**What is needed**
Once the line with "index pip: (915, 867)" is found in the entries below, print it and each following line exactly, stopping after the line with "ring pip: (1171, 924)"; print nothing else.

(Extracted records)
☆ ☆ ☆ ☆
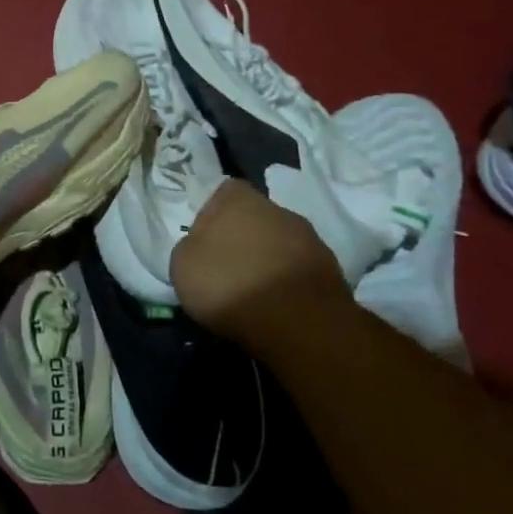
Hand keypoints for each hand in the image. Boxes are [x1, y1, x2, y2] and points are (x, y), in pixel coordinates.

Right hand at [172, 180, 351, 341]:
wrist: (298, 321)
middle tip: (226, 266)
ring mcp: (309, 237)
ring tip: (252, 290)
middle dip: (242, 237)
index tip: (204, 240)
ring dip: (267, 259)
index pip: (223, 192)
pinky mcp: (330, 269)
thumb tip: (199, 246)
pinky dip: (287, 282)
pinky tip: (276, 304)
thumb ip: (189, 247)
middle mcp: (276, 208)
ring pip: (278, 242)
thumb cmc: (229, 284)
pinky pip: (297, 269)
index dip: (213, 214)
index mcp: (237, 199)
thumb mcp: (182, 266)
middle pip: (254, 217)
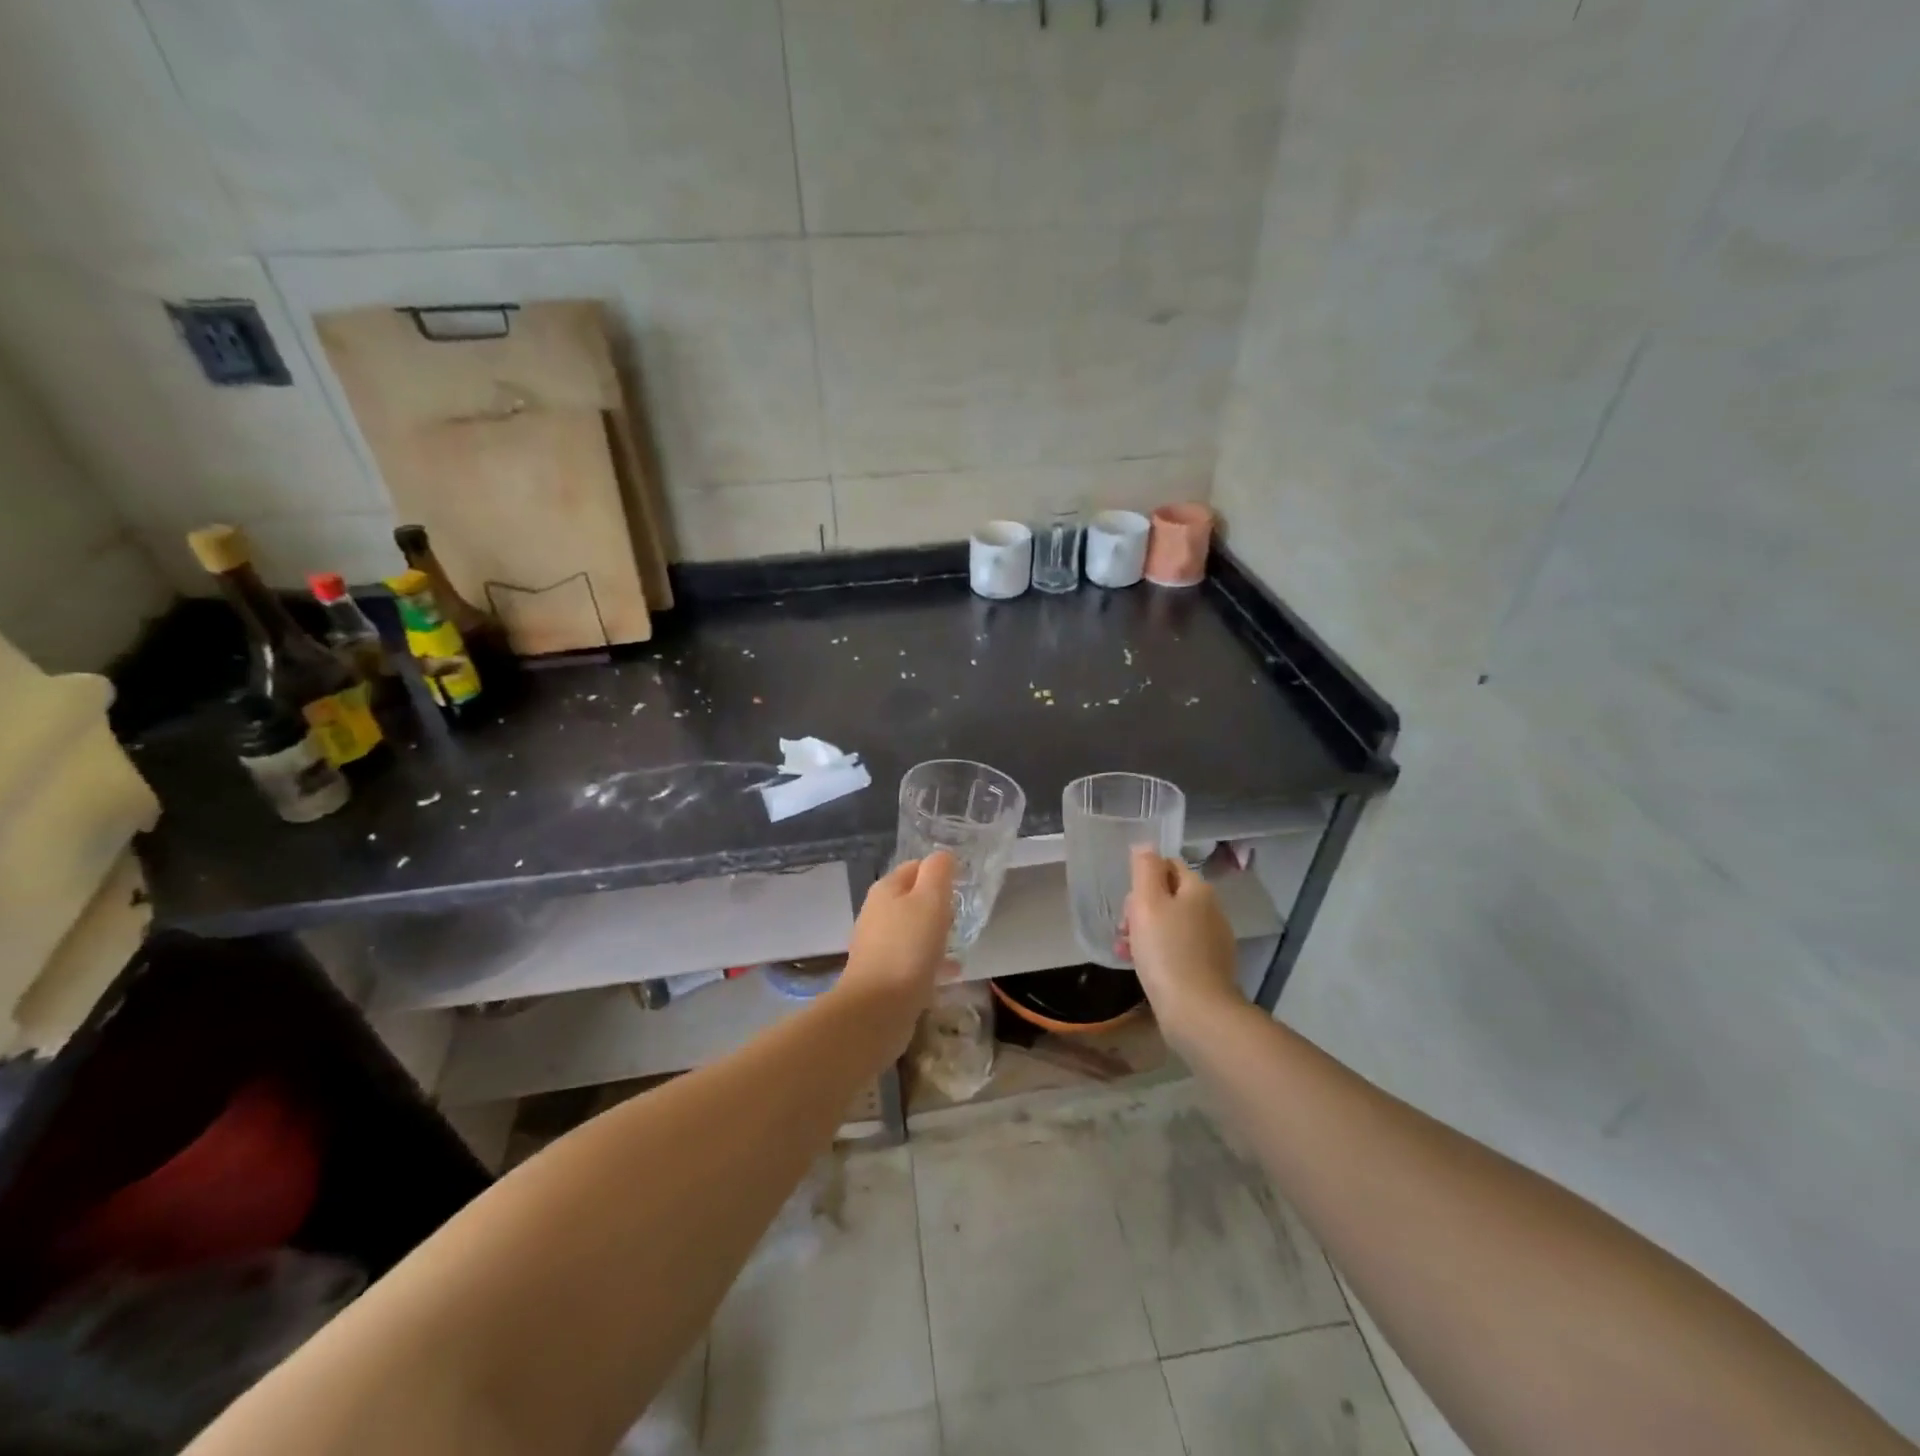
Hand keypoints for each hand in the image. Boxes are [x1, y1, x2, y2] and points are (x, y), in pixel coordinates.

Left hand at [838, 852, 956, 1031]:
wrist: (877, 1009)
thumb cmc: (908, 947)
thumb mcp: (930, 900)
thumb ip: (938, 872)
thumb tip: (943, 856)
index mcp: (886, 889)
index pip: (915, 867)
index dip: (938, 872)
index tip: (962, 885)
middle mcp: (876, 913)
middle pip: (911, 898)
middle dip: (936, 904)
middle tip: (961, 915)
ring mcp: (876, 945)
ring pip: (911, 929)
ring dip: (933, 933)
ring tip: (959, 943)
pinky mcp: (881, 974)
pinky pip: (911, 958)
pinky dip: (929, 960)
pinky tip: (950, 972)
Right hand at [1121, 846, 1245, 1047]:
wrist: (1197, 1011)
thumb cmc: (1166, 951)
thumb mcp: (1147, 903)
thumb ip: (1145, 869)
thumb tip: (1145, 846)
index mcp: (1198, 890)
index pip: (1168, 865)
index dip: (1142, 879)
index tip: (1128, 903)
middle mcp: (1211, 910)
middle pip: (1168, 895)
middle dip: (1140, 908)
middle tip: (1123, 930)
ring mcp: (1213, 940)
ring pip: (1171, 924)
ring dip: (1145, 932)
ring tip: (1125, 952)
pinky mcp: (1210, 967)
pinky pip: (1178, 948)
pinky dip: (1159, 953)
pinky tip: (1143, 968)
☆ ☆ ☆ ☆
**Written solution**
index pip: (915, 867)
index dip: (938, 872)
index tip: (962, 885)
middle mcp: (876, 913)
middle pip: (911, 898)
middle dip: (936, 904)
middle tip: (961, 915)
ring mcp: (876, 945)
ring pip: (911, 929)
ring dip: (933, 933)
ring tip: (959, 943)
pinky mcp: (881, 974)
pinky pip: (911, 958)
pinky dip: (929, 960)
pinky tip: (950, 972)
Right hand at [1121, 846, 1245, 1047]:
wrist: (1197, 1011)
thumb cmc: (1166, 951)
thumb mcp: (1147, 903)
thumb ip: (1145, 869)
thumb tip: (1145, 846)
index mcp: (1198, 890)
index pip: (1168, 865)
index dip: (1142, 879)
index tip: (1128, 903)
middle mcp: (1211, 910)
middle pip: (1168, 895)
middle dip: (1140, 908)
middle tip: (1123, 930)
ring mcp: (1213, 940)
ring pip: (1171, 924)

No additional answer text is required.